Love at Speaker’s Corner

by Michael Fagan

When I worked in London, many years ago, I would regularly visit Speakers’ Corner at Hyde Park. This is a place where individuals representing either themselves or groups can speak on any topic of interest, be it religious, political, or otherwise. Each stood on a platform, popularly known as a “soapbox.”

Listeners who wished to do so could question, debate, or heckle the speaker. Tourists from all over the world would come to experience and enjoy this global village atmosphere in which ideas and opinions were exchanged.

I spent hours and even whole days there. It was one of the greatest learning experiences of my life.
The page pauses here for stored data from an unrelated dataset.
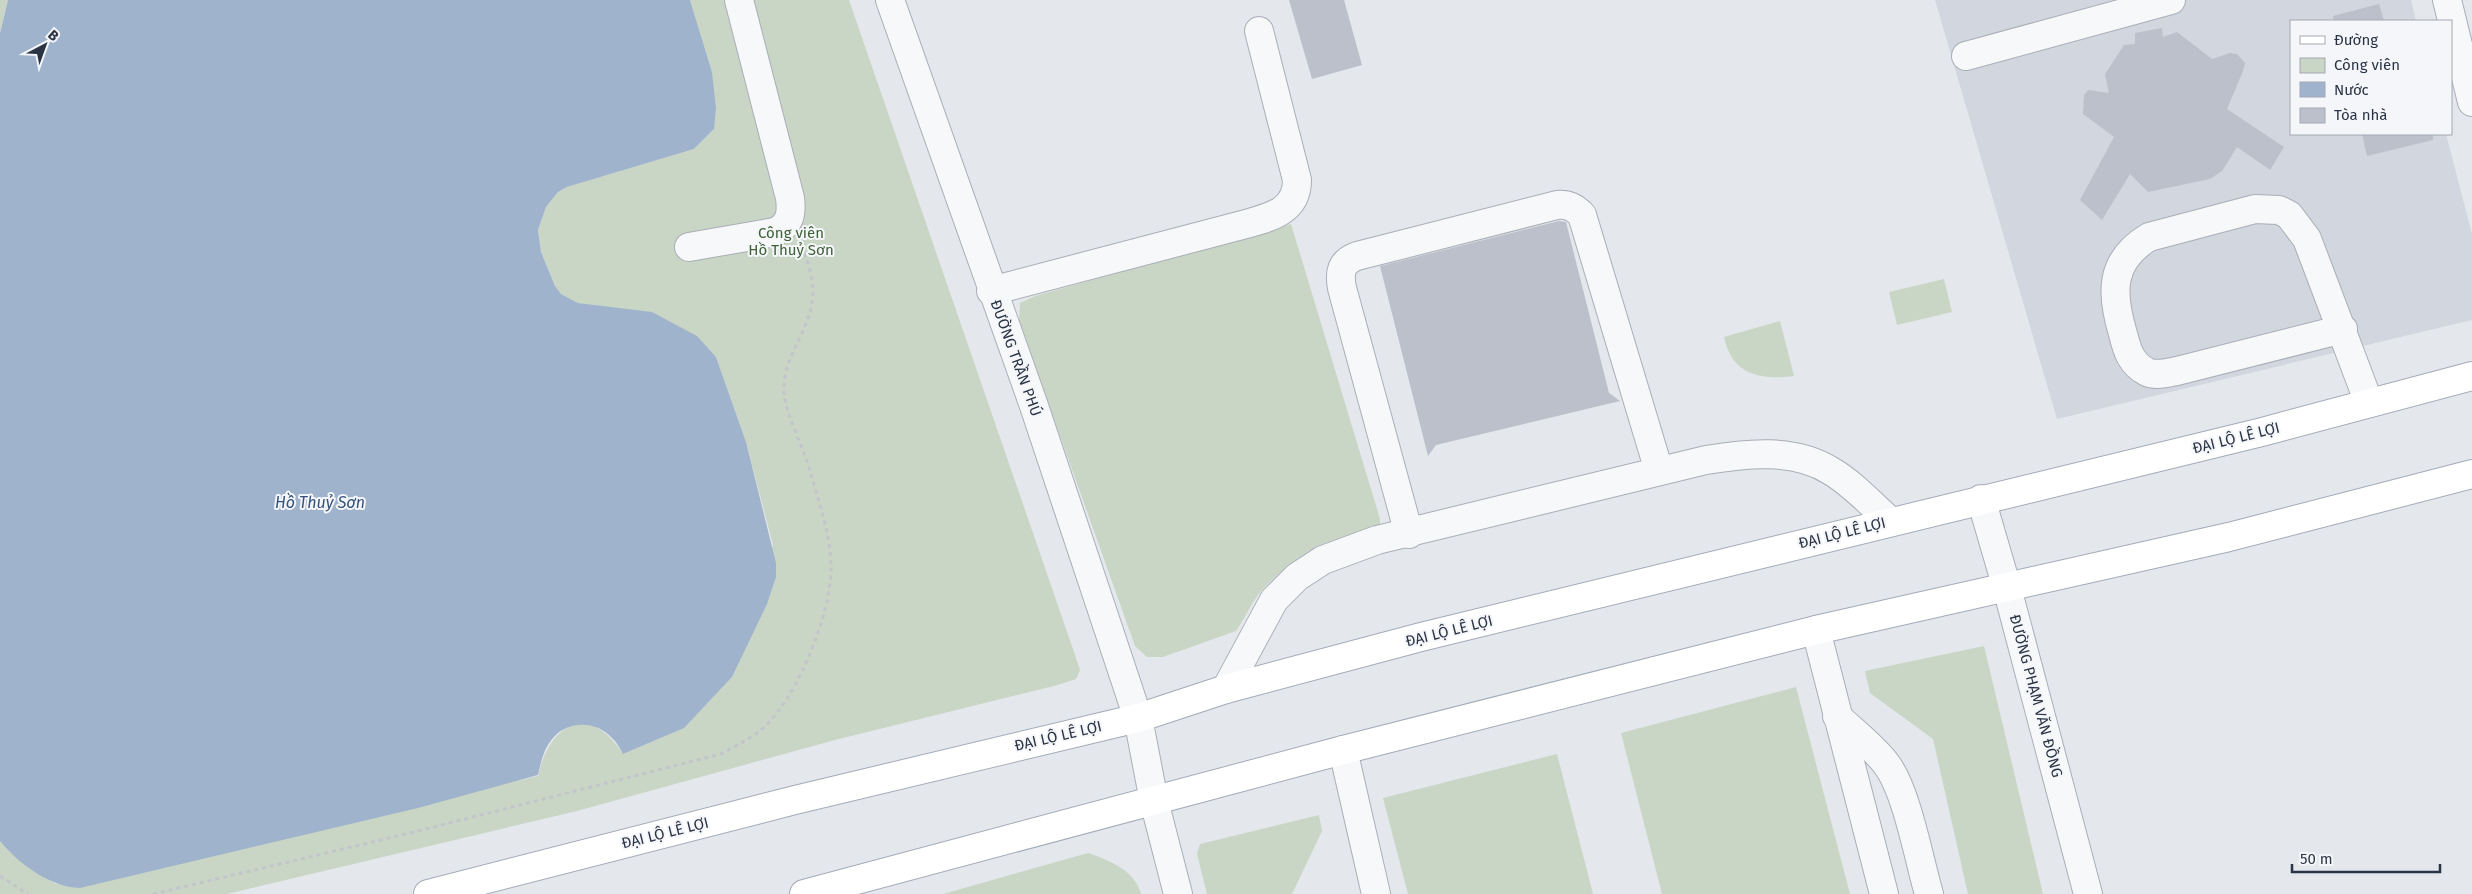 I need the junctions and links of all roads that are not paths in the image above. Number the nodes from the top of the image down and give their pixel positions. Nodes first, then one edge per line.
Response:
1 (739, 0) edge
2 (890, 0) edge
3 (2171, 0) edge
4 (2448, 0) edge
5 (1259, 32) dead end
6 (1966, 56) dead end
7 (2472, 102) edge
8 (689, 247) dead end
9 (991, 291) junction
10 (2343, 329) junction
11 (2472, 376) edge
12 (2369, 403) junction
13 (1659, 471) junction
14 (2472, 474) edge
15 (1981, 499) junction
16 (1890, 521) junction
17 (1409, 534) junction
18 (2007, 588) junction
19 (1816, 630) junction
20 (1226, 689) junction
21 (1837, 716) junction
22 (1138, 718) junction
23 (1343, 750) junction
24 (1154, 801) junction
25 (428, 894) edge
26 (804, 894) edge
27 (1178, 894) edge
28 (1376, 894) edge
29 (1884, 894) edge
30 (1929, 894) edge
31 (2088, 894) edge

1 - 8 street
2 - 9 street, ĐƯỜNG TRẦN PHÚ
3 - 6 street
4 - 7 street
5 - 9 street
9 - 22 street, ĐƯỜNG TRẦN PHÚ
10 - 10 street
10 - 12 street
11 - 12 main road, ĐẠI LỘ LÊ LỢI
12 - 15 main road, ĐẠI LỘ LÊ LỢI
13 - 16 street
13 - 17 street
13 - 17 street
14 - 18 main road
15 - 16 main road, ĐẠI LỘ LÊ LỢI
15 - 18 street, ĐƯỜNG PHẠM VĂN ĐỒNG
16 - 20 main road, ĐẠI LỘ LÊ LỢI
17 - 20 street
18 - 19 main road
18 - 31 street, ĐƯỜNG PHẠM VĂN ĐỒNG
19 - 21 street
19 - 23 main road
20 - 22 main road, ĐẠI LỘ LÊ LỢI
21 - 29 street
21 - 30 street
22 - 24 street, ĐƯỜNG TRẦN PHÚ
22 - 25 main road, ĐẠI LỘ LÊ LỢI
23 - 24 main road
23 - 28 street
24 - 26 main road
24 - 27 street, ĐƯỜNG TRẦN PHÚ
My favorite group was the Catholic Evidence Guild, whose members spoke on the doctrines of our faith under the title, “Catholic Apologetics.” This group always drew a crowd, and to me, this was an especially stimulating and exciting group to listen to.

One day, when there was a large crowd, a young man brandished a Bible and shouted loudly, “Come out of the Church, the whore of Babylon!” This insult to Mother Church did not sit well with the Catholics, some of whom looked incensed and ready to take him on. They may well have ended in physically attacking him.

But just then, a woman took the man aside. She said something to him—I didn’t hear what—but whatever it was, she bypassed his mind and went quickly to his heart to what was beneath his explosive words. He started talking, and she lovingly listened to him.

To see the change that came over this angry young man was for me a revelation. It seemed that he had had many negative experiences in his youth, especially during the time he spent in an Irish monastery.

Through her compassionate understanding, this loving woman had touched his wounded heart. When he finished pouring out his pain, she wrapped him in her motherly embrace, and his tears flowed.

People like this woman are bridge-builders and reconcilers, and society today needs this listening love so much. In these polarized times, especially, both Church and State have great need of it. Fear and anger, so present in our age of terrorism, can only be healed in the way shown by this woman in Hyde Park.

“Peace” and “love.” These are the eternal words of Jesus, who spoke them to his apostles and disciples after his resurrection. Because they are eternal, they transcend all cultures and religions and are relevant to every age. They are also the very cry of the human heart. In fact, all of life exists and is nurtured through these immortal realities.

We can never underestimate their power to heal the wounded heart, no matter what obstacles stand in the way. A tiny pebble of love, like the one proffered that day in Hyde Park, can slay the Goliaths of fear and anger.

This is the light of Jesus that shines in our darkness and will never be overcome.

It is our call as Christians to be candles of this light. Christ is Risen! Alleluia! Come, Holy Spirit!